While Foxconn initially pledged to make “large-sized LCD panels which will be used in a wide range of technologies,” according to past statements from the company, officials later announced the facility would also produce panels that “will be used in a wide range of applications that impact consumers’ daily lives,” including notebooks, monitors and more.
But Woo told Reuters in addition to moving away from LCD manufacturing, the company was looking at using the Wisconsin facility for packaging and assembly operations that would manufacture “specialized tech products.”
In the report, Woo noted the high costs to produce advanced TV screens in the U.S., where labor expenses are higher than in other countries.
The Foxconn Technology Group’s statement said the company is looking at ways to promote research and development at its Wisconsin facility. But the statement didn’t address Reuters’ report, citing company sources, that Foxconn is now looking at employing closer to 1,000 workers at the end of 2020 rather than the 5,200 originally targeted. Reuters also reported Foxconn was prepared to walk away from future incentives if it wasn’t able to hit Wisconsin’s job creation and capital investment requirements.

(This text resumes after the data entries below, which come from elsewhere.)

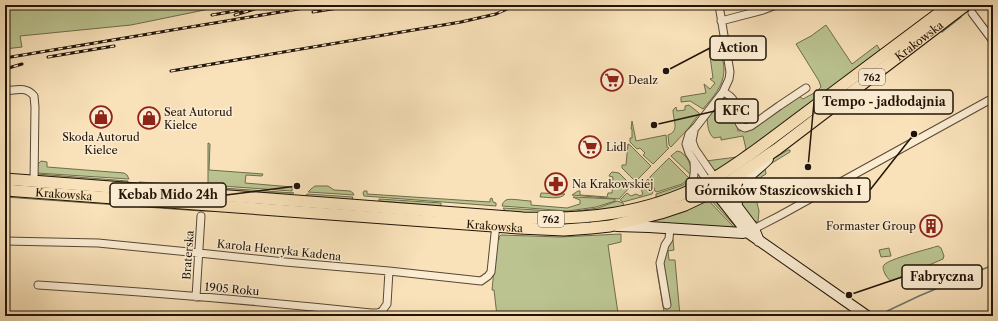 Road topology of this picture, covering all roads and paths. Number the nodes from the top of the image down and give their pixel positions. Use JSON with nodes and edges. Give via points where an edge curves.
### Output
{"nodes":[{"id":1,"x":719,"y":5,"type":"edge"},
{"id":2,"x":776,"y":5,"type":"edge"},
{"id":3,"x":950,"y":5,"type":"edge"},
{"id":4,"x":969,"y":9,"type":"edge"},
{"id":5,"x":721,"y":21,"type":"junction"},
{"id":6,"x":993,"y":41,"type":"edge"},
{"id":7,"x":806,"y":88,"type":"dead end"},
{"id":8,"x":5,"y":91,"type":"edge"},
{"id":9,"x":723,"y":92,"type":"junction"},
{"id":10,"x":993,"y":98,"type":"edge"},
{"id":11,"x":696,"y":127,"type":"junction"},
{"id":12,"x":777,"y":149,"type":"junction"},
{"id":13,"x":693,"y":160,"type":"junction"},
{"id":14,"x":5,"y":179,"type":"edge"},
{"id":15,"x":34,"y":181,"type":"junction"},
{"id":16,"x":714,"y":184,"type":"junction"},
{"id":17,"x":5,"y":190,"type":"edge"},
{"id":18,"x":686,"y":192,"type":"junction"},
{"id":19,"x":737,"y":206,"type":"junction"},
{"id":20,"x":201,"y":216,"type":"dead end"},
{"id":21,"x":497,"y":221,"type":"junction"},
{"id":22,"x":610,"y":226,"type":"junction"},
{"id":23,"x":670,"y":228,"type":"junction"},
{"id":24,"x":750,"y":231,"type":"junction"},
{"id":25,"x":5,"y":241,"type":"edge"},
{"id":26,"x":199,"y":253,"type":"junction"},
{"id":27,"x":390,"y":271,"type":"junction"},
{"id":28,"x":38,"y":285,"type":"dead end"},
{"id":29,"x":196,"y":297,"type":"junction"},
{"id":30,"x":667,"y":305,"type":"dead end"},
{"id":31,"x":867,"y":316,"type":"edge"}],
"edges":[{"from":1,"to":5,"type":"street"},
{"from":2,"to":5,"type":"street"},
{"from":3,"to":16,"type":"main road","name":"Krakowska","number":"762","via":[[728,170]]},
{"from":4,"to":6,"type":"street"},
{"from":4,"to":12,"type":"main road","name":"Krakowska","number":"762"},
{"from":5,"to":9,"type":"street","via":[[730,72]]},
{"from":7,"to":9,"type":"street","via":[[745,128],[738,122],[733,97]]},
{"from":8,"to":15,"type":"street","name":"Krakowska","via":[[24,89],[34,96]]},
{"from":9,"to":11,"type":"street"},
{"from":10,"to":24,"type":"street"},
{"from":11,"to":13,"type":"street","via":[[689,134],[686,144]]},
{"from":11,"to":16,"type":"street","via":[[692,141]]},
{"from":12,"to":16,"type":"main road","name":"Krakowska","number":"762"},
{"from":12,"to":19,"type":"main road","via":[[741,186],[736,195]]},
{"from":13,"to":16,"type":"street"},
{"from":13,"to":18,"type":"street","via":[[694,178]]},
{"from":14,"to":15,"type":"main road","name":"Krakowska","number":"762"},
{"from":15,"to":21,"type":"main road","name":"Krakowska","number":"762"},
{"from":16,"to":18,"type":"main road","name":"Krakowska","number":"762"},
{"from":16,"to":19,"type":"main road"},
{"from":16,"to":22,"type":"main road","name":"Krakowska","number":"762","via":[[690,202],[661,213]]},
{"from":16,"to":24,"type":"main road"},
{"from":17,"to":21,"type":"main road","name":"Krakowska","number":"762"},
{"from":18,"to":21,"type":"main road","name":"Krakowska","number":"762","via":[[636,209],[604,215]]},
{"from":19,"to":24,"type":"main road"},
{"from":20,"to":26,"type":"street","name":"Braterska"},
{"from":21,"to":22,"type":"main road","name":"Krakowska","number":"762","via":[[564,230]]},
{"from":21,"to":27,"type":"street","name":"Karola Henryka Kadena","via":[[491,272],[481,281]]},
{"from":22,"to":23,"type":"main road"},
{"from":23,"to":24,"type":"main road","via":[[743,234]]},
{"from":23,"to":30,"type":"street","via":[[669,239],[660,263]]},
{"from":24,"to":31,"type":"main road","via":[[759,241]]},
{"from":25,"to":26,"type":"street","name":"Karola Henryka Kadena","via":[[98,243]]},
{"from":26,"to":27,"type":"street","name":"Karola Henryka Kadena"},
{"from":26,"to":29,"type":"street","name":"Braterska"},
{"from":27,"to":29,"type":"street","name":"1905 Roku","via":[[387,304],[378,313]]},
{"from":28,"to":29,"type":"street","name":"1905 Roku"}]}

Earlier this month, Foxconn reported to the Wisconsin Economic Development Corp. that it had created 178 jobs that met the requirements to qualify for tax credits included in the state’s nearly $3 billion incentive package.
But that was 82 jobs short of the minimum 260 needed to qualify for the credits, and the company had a target of 1,040.
In today’s statement, the company said it remained committed to its original announcement of creating 13,000 jobs.
Assembly Minority Leader Gordon Hintz, a frequent critic of the project, said the development was the latest example of the company falling short of its original promises. He said that runs from first promising to produce cutting edge, large LCD panels to then scaling back the size of the screens to now looking at a mostly engineering facility.
“The only part you had to get right if you were Foxconn was transparency and accountability, and I don’t think there’s anybody in the state right now who has any idea what their plans are, including Foxconn,” said Hintz, D-Oshkosh.